Por un Chile y para todos / ¡vamos a decir que no!
La historia que sigue es la ya relatada. Fue el fin de Pinochet y el inicio de una era democrática para toda la región. Pero quedaba un capítulo por contar. La película que narrara cómo se había craneado todo. Y que lo hiciera el mejor cineasta chileno de la historia, hijo de padre y madre pinochetistas.
EL HIJO DE
Pablo Larraín es el director de cine chileno más nominado a premios internacionales en la historia del país trasandino. Con Neruda (2016) y El Club (2015) fue candidato a Mejor película en lengua no inglesa para los Globo de Oro. Pero su consagración había llegado en 2013, cuando su film chileno No, basado en la campaña del plebiscito de 1988, quedó nominada a Mejor Película extranjera en los Oscar.

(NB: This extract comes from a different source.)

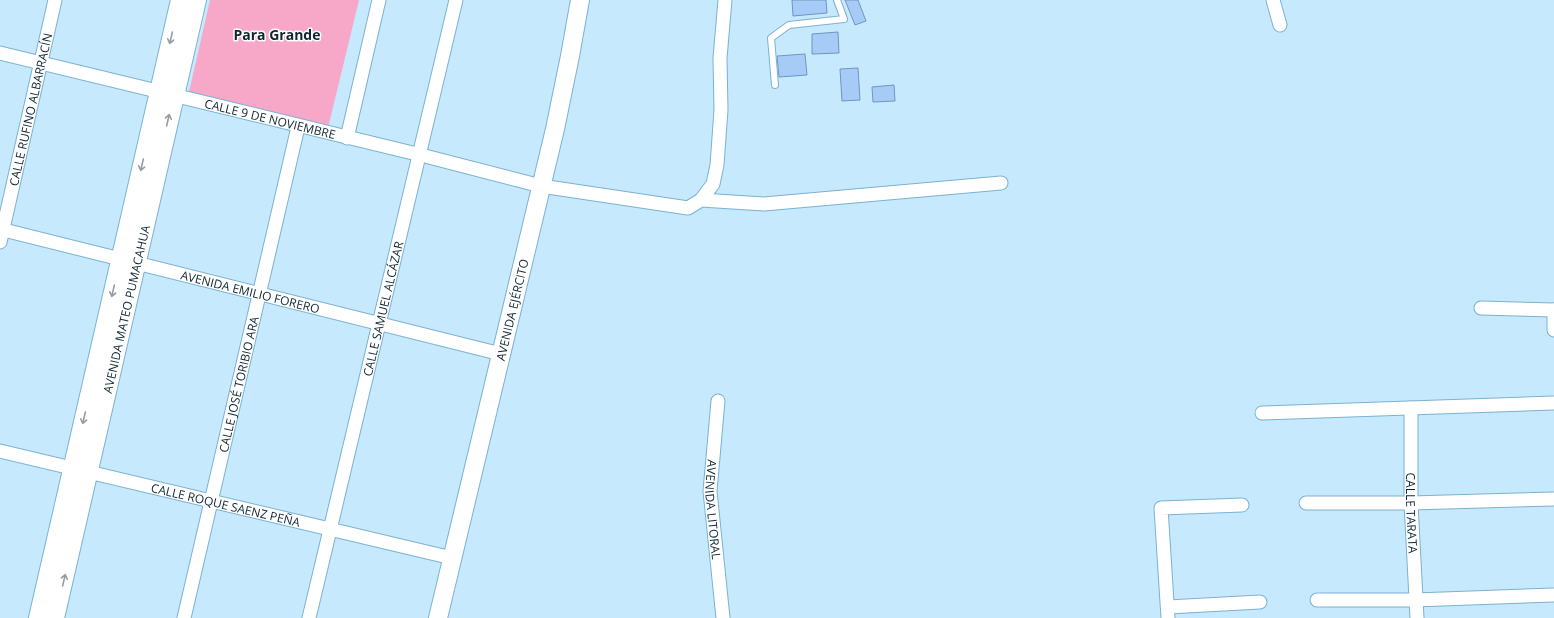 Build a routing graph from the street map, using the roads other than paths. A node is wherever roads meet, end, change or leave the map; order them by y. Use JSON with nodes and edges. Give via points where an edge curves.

Con el protagónico de Gael García Bernal -que interpreta al publicista que derrotó a Pinochet- y la participación del grandísimo Alfredo Castro, No recrea aquellos finales de década en un Chile bajo el manto gris del terror. La obra, una joya del cine en castellano, se destaca por un hecho no menor: el origen familiar de su director.
Pablo Larraín es hijo de Hernán Larraín y Magdalena Matte. Hernán, el padre, es un destacado docente y dirigente político chileno, que durante años presidió el partido Unión Demócrata Independiente, fundado por un ex integrante del gobierno de Pinochet. La UDI fue cercana a la dictadura y Larraín padre, después de ocupar distintos cargos, se convirtió en ministro de Justicia de Sebastián Piñera, cuya coalición de gobierno estaba integrada por distintas facciones pinochetistas. Mamá Magdalena no le fue en zaga: con su mismo conservadurismo en sangre, fue ministra de Vivienda del mismo gobierno. Hernán (hijo), hermano de Pablo, fue asesor de Piñera. Pablo creció rodeado.
A contramano de toda su familia, Larraín ha optado por contar un Chile distinto al que conoció por el relato familiar, siempre nuestra primera versión de la historia. Además de su magnífica No, Pablo fue el director de El club, que relata una historia de curas pederastas. El tema vuelve a tocarlo de cerca: su padre, Hernán, estuvo directamente vinculado a la Colonia Dignidad, otra historia de terror de aquel Chile a oscuras. Más acá en el tiempo, Larraín escribió y dirigió la serie El conde, que se puede ver por Netflix y en donde se toma la libertad de ridiculizar al asesino Pinochet y a su familia. La familia, el primer pero no definitivo relato de la historia.